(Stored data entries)
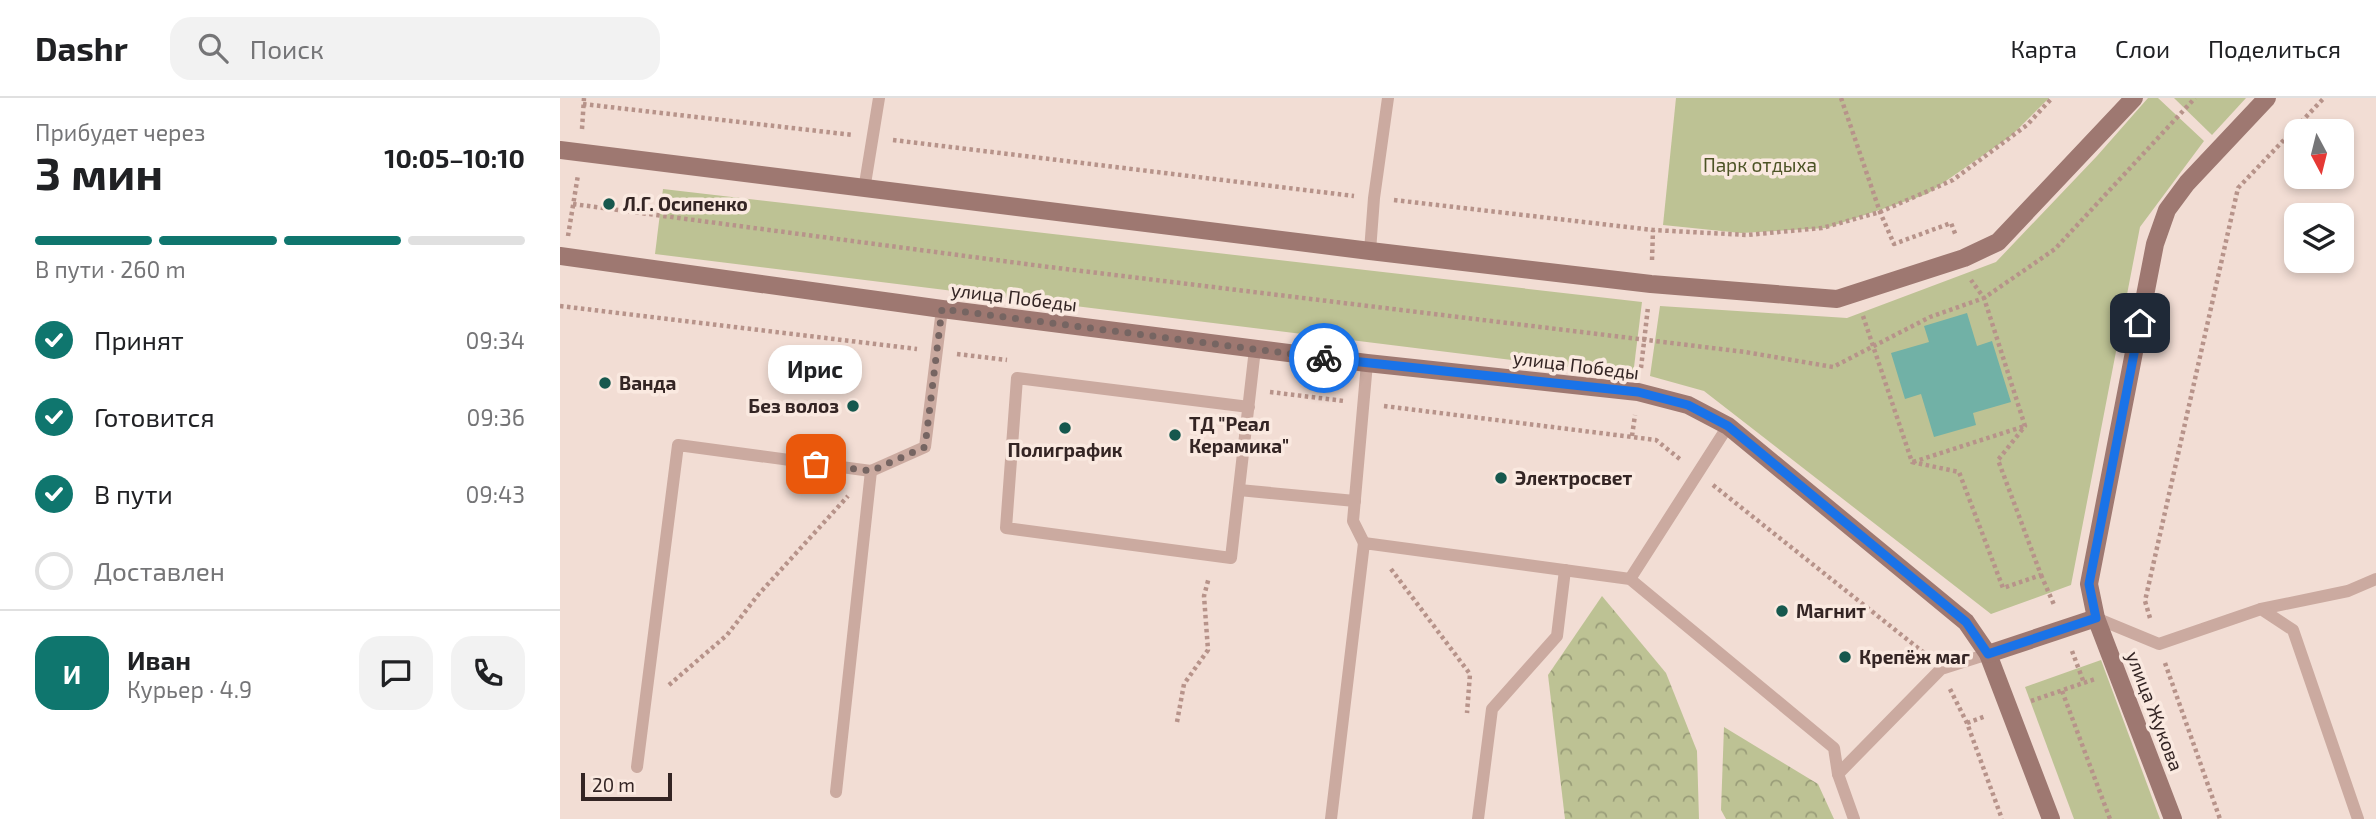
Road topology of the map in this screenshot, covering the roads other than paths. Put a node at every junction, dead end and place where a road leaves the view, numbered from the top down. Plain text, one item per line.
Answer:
1 (878, 98) edge
2 (1388, 98) edge
3 (2134, 98) edge
4 (2267, 98) edge
5 (560, 150) edge
6 (864, 190) junction
7 (1370, 251) junction
8 (560, 256) edge
9 (942, 309) junction
10 (1255, 349) junction
11 (1367, 363) junction
12 (1249, 407) junction
13 (1728, 426) junction
14 (871, 471) junction
15 (1239, 490) junction
16 (1355, 501) junction
17 (1364, 543) junction
18 (1565, 570) junction
19 (1630, 579) junction
20 (2376, 579) edge
21 (2261, 609) junction
22 (2096, 618) junction
23 (1988, 654) junction
24 (637, 767) dead end
25 (1838, 774) junction
26 (836, 792) dead end
27 (1331, 819) edge
28 (1478, 819) edge
29 (1854, 819) edge
30 (2050, 819) edge
31 (2172, 819) edge
32 (2358, 819) edge

1 - 6 lane
2 - 7 lane
3 - 7 street
4 - 22 street
5 - 6 street
6 - 7 street
8 - 9 street, улица Победы
9 - 10 street, улица Победы
9 - 14 lane
10 - 11 street, улица Победы
10 - 12 lane
11 - 13 street, улица Победы
11 - 16 lane
12 - 15 lane
12 - 15 lane
13 - 19 lane
13 - 23 street, улица Победы
14 - 24 lane
14 - 26 lane
15 - 16 lane
16 - 17 lane
17 - 18 lane
17 - 27 lane
18 - 19 lane
18 - 28 lane
19 - 25 lane
20 - 21 lane
21 - 22 lane
21 - 32 lane
22 - 23 street
22 - 31 street, улица Жукова
23 - 25 lane
23 - 30 street
25 - 29 lane

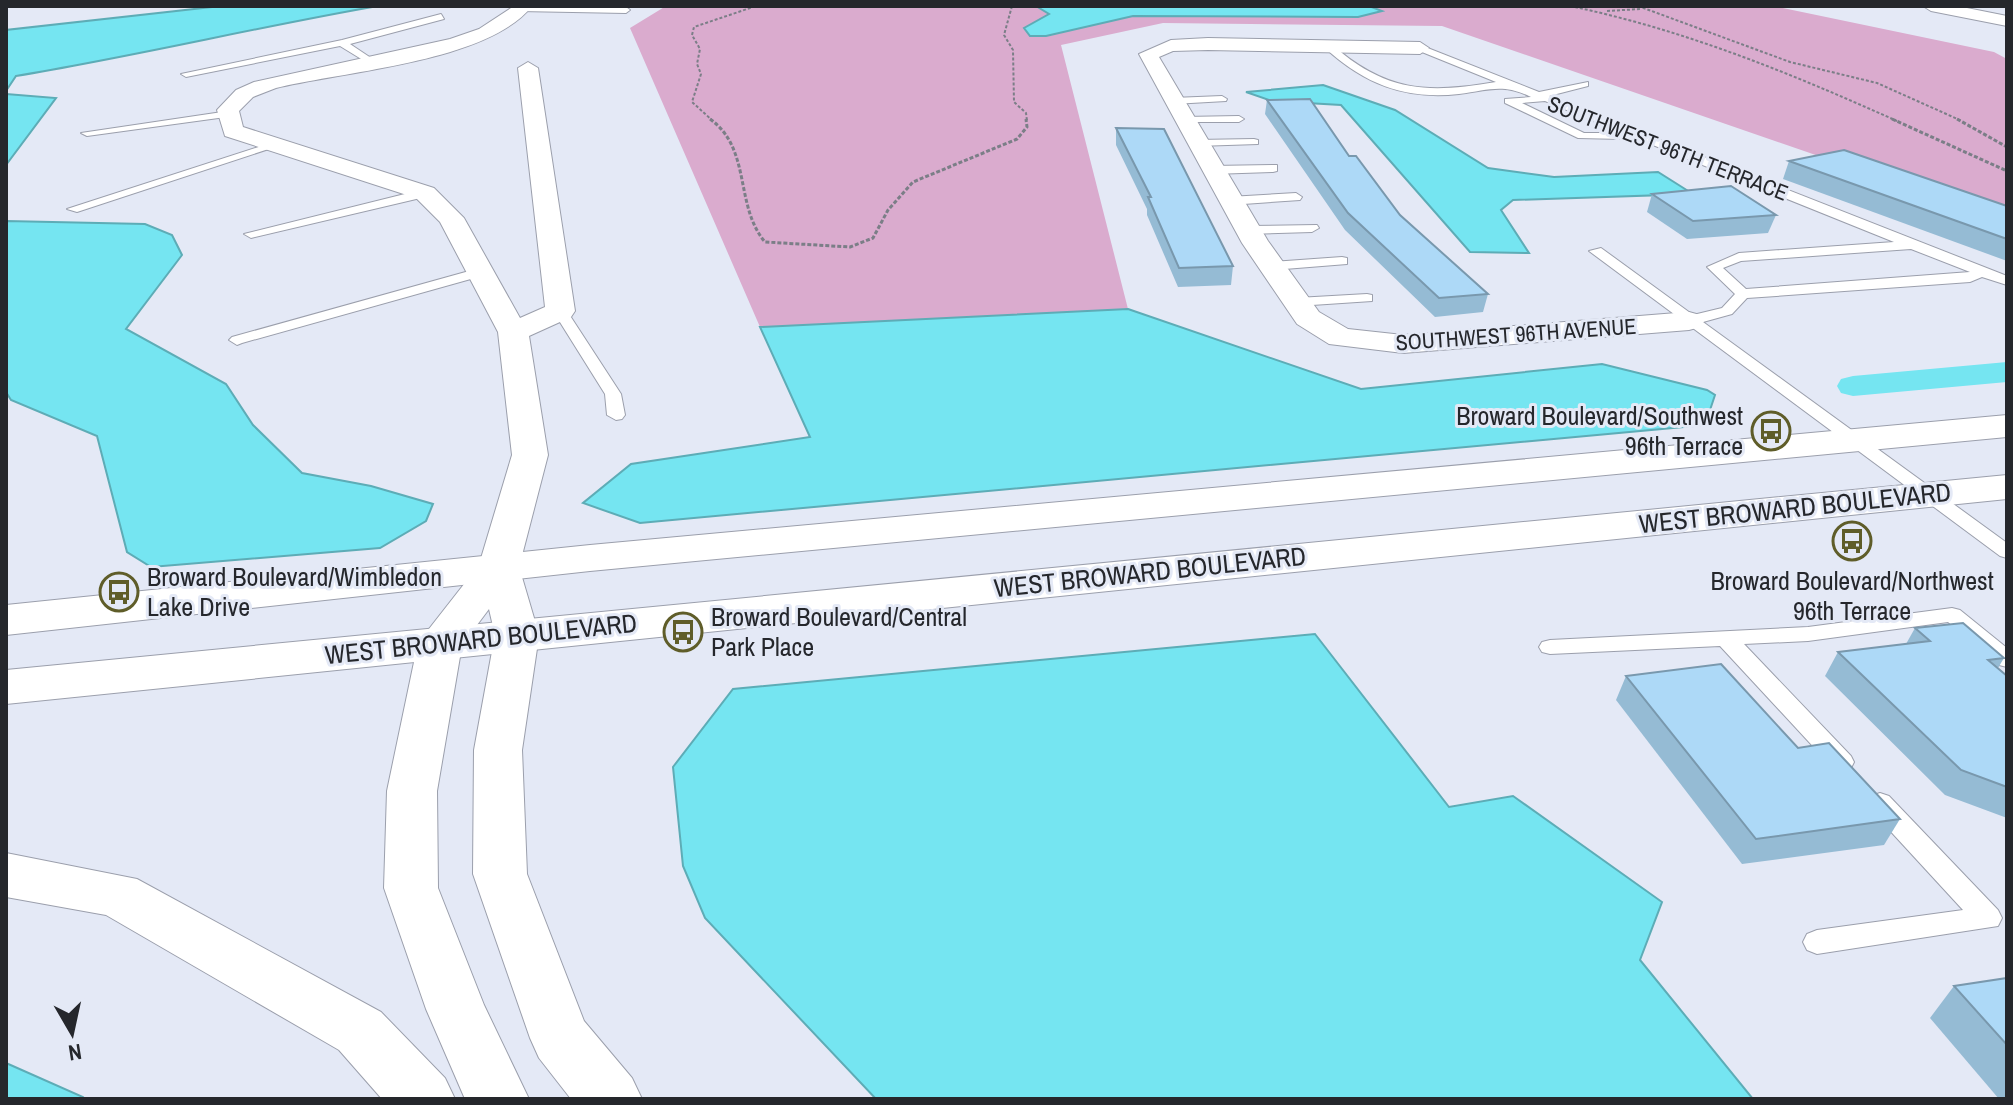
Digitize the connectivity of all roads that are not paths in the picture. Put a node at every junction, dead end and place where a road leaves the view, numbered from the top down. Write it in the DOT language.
graph roads {
  1 [pos="1931,6"];
  2 [pos="523,7"];
  3 [pos="626,10"];
  4 [pos="441,17"];
  5 [pos="2007,21"];
  6 [pos="342,43"];
  7 [pos="1327,45"];
  8 [pos="1420,48"];
  9 [pos="371,62"];
  10 [pos="528,68"];
  11 [pos="186,74"];
  12 [pos="1511,82"];
  13 [pos="1584,84"];
  14 [pos="1539,98"];
  15 [pos="1222,99"];
  16 [pos="1179,110"];
  17 [pos="229,114"];
  18 [pos="1239,119"];
  19 [pos="87,133"];
  20 [pos="1636,136"];
  21 [pos="1254,142"];
  22 [pos="1197,143"];
  23 [pos="278,144"];
  24 [pos="1273,168"];
  25 [pos="1212,170"];
  26 [pos="425,193"];
  27 [pos="1296,197"];
  28 [pos="1229,201"];
  29 [pos="73,209"];
  30 [pos="1312,228"];
  31 [pos="1247,230"];
  32 [pos="251,234"];
  33 [pos="1917,244"];
  34 [pos="1596,251"];
  35 [pos="1342,261"];
  36 [pos="1272,266"];
  37 [pos="480,272"];
  38 [pos="1981,272"];
  39 [pos="2007,281"];
  40 [pos="1743,294"];
  41 [pos="1367,298"];
  42 [pos="1297,302"];
  43 [pos="560,311"];
  44 [pos="1689,321"];
  45 [pos="513,332"];
  46 [pos="237,340"];
  47 [pos="616,415"];
  48 [pos="2007,426"];
  49 [pos="1853,441"];
  50 [pos="2007,487"];
  51 [pos="1930,495"];
  52 [pos="2007,552"];
  53 [pos="499,567"];
  54 [pos="6,620"];
  55 [pos="517,635"];
  56 [pos="1727,640"];
  57 [pos="440,643"];
  58 [pos="1550,647"];
  59 [pos="2007,660"];
  60 [pos="6,687"];
  61 [pos="6,875"];
  62 [pos="1998,916"];
  63 [pos="1817,942"];
  64 [pos="423,1099"];
  65 [pos="497,1099"];
  66 [pos="610,1099"];
  1 -- 5 [label="street"];
  2 -- 3 [label="lane"];
  2 -- 9 [label="street"];
  4 -- 6 [label="lane"];
  6 -- 9 [label="lane"];
  6 -- 11 [label="lane"];
  7 -- 8 [label="street, SOUTHWEST 96TH AVENUE"];
  7 -- 12 [label="lane"];
  7 -- 16 [label="street, SOUTHWEST 96TH AVENUE"];
  8 -- 12 [label="lane, SOUTHWEST 96TH TERRACE"];
  9 -- 17 [label="street"];
  10 -- 43 [label="street"];
  12 -- 14 [label="lane, SOUTHWEST 96TH TERRACE"];
  13 -- 14 [label="lane"];
  14 -- 20 [label="lane, SOUTHWEST 96TH TERRACE"];
  14 -- 20 [label="lane"];
  15 -- 16 [label="lane"];
  16 -- 18 [label="lane"];
  16 -- 22 [label="street, SOUTHWEST 96TH AVENUE"];
  17 -- 19 [label="lane"];
  17 -- 23 [label="street"];
  20 -- 33 [label="lane, SOUTHWEST 96TH TERRACE"];
  21 -- 22 [label="lane"];
  22 -- 25 [label="street, SOUTHWEST 96TH AVENUE"];
  23 -- 26 [label="street"];
  23 -- 29 [label="lane"];
  24 -- 25 [label="lane"];
  25 -- 28 [label="street, SOUTHWEST 96TH AVENUE"];
  26 -- 32 [label="lane"];
  26 -- 37 [label="street"];
  27 -- 28 [label="lane"];
  28 -- 31 [label="street, SOUTHWEST 96TH AVENUE"];
  30 -- 31 [label="lane"];
  31 -- 36 [label="street, SOUTHWEST 96TH AVENUE"];
  33 -- 38 [label="lane, SOUTHWEST 96TH TERRACE"];
  33 -- 40 [label="lane, SOUTHWEST 96TH TERRACE"];
  34 -- 44 [label="lane"];
  35 -- 36 [label="lane"];
  36 -- 42 [label="street, SOUTHWEST 96TH AVENUE"];
  37 -- 45 [label="street"];
  37 -- 46 [label="lane"];
  38 -- 39 [label="lane, SOUTHWEST 96TH TERRACE"];
  38 -- 40 [label="lane"];
  40 -- 44 [label="lane"];
  41 -- 42 [label="lane"];
  42 -- 44 [label="street, SOUTHWEST 96TH AVENUE"];
  43 -- 45 [label="street"];
  43 -- 47 [label="lane"];
  44 -- 49 [label="lane"];
  45 -- 53 [label="street"];
  48 -- 49 [label="main road"];
  49 -- 51 [label="lane"];
  49 -- 53 [label="main road"];
  50 -- 51 [label="main road, WEST BROWARD BOULEVARD"];
  51 -- 52 [label="lane"];
  51 -- 55 [label="main road, WEST BROWARD BOULEVARD"];
  53 -- 54 [label="main road"];
  53 -- 55 [label="street"];
  53 -- 57 [label="street"];
  55 -- 57 [label="main road, WEST BROWARD BOULEVARD"];
  55 -- 66 [label="street"];
  56 -- 58 [label="lane"];
  56 -- 59 [label="lane"];
  56 -- 62 [label="lane"];
  57 -- 60 [label="main road, WEST BROWARD BOULEVARD"];
  57 -- 65 [label="street"];
  61 -- 64 [label="street"];
  62 -- 63 [label="lane"];
}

_What to do_: Which lines above hold the string "paths"? Copy each of them.

_Result below_:
Road topology of the map in this screenshot, covering the roads other than paths. Put a node at every junction, dead end and place where a road leaves the view, numbered from the top down. Plain text, one item per line.
Digitize the connectivity of all roads that are not paths in the picture. Put a node at every junction, dead end and place where a road leaves the view, numbered from the top down. Write it in the DOT language.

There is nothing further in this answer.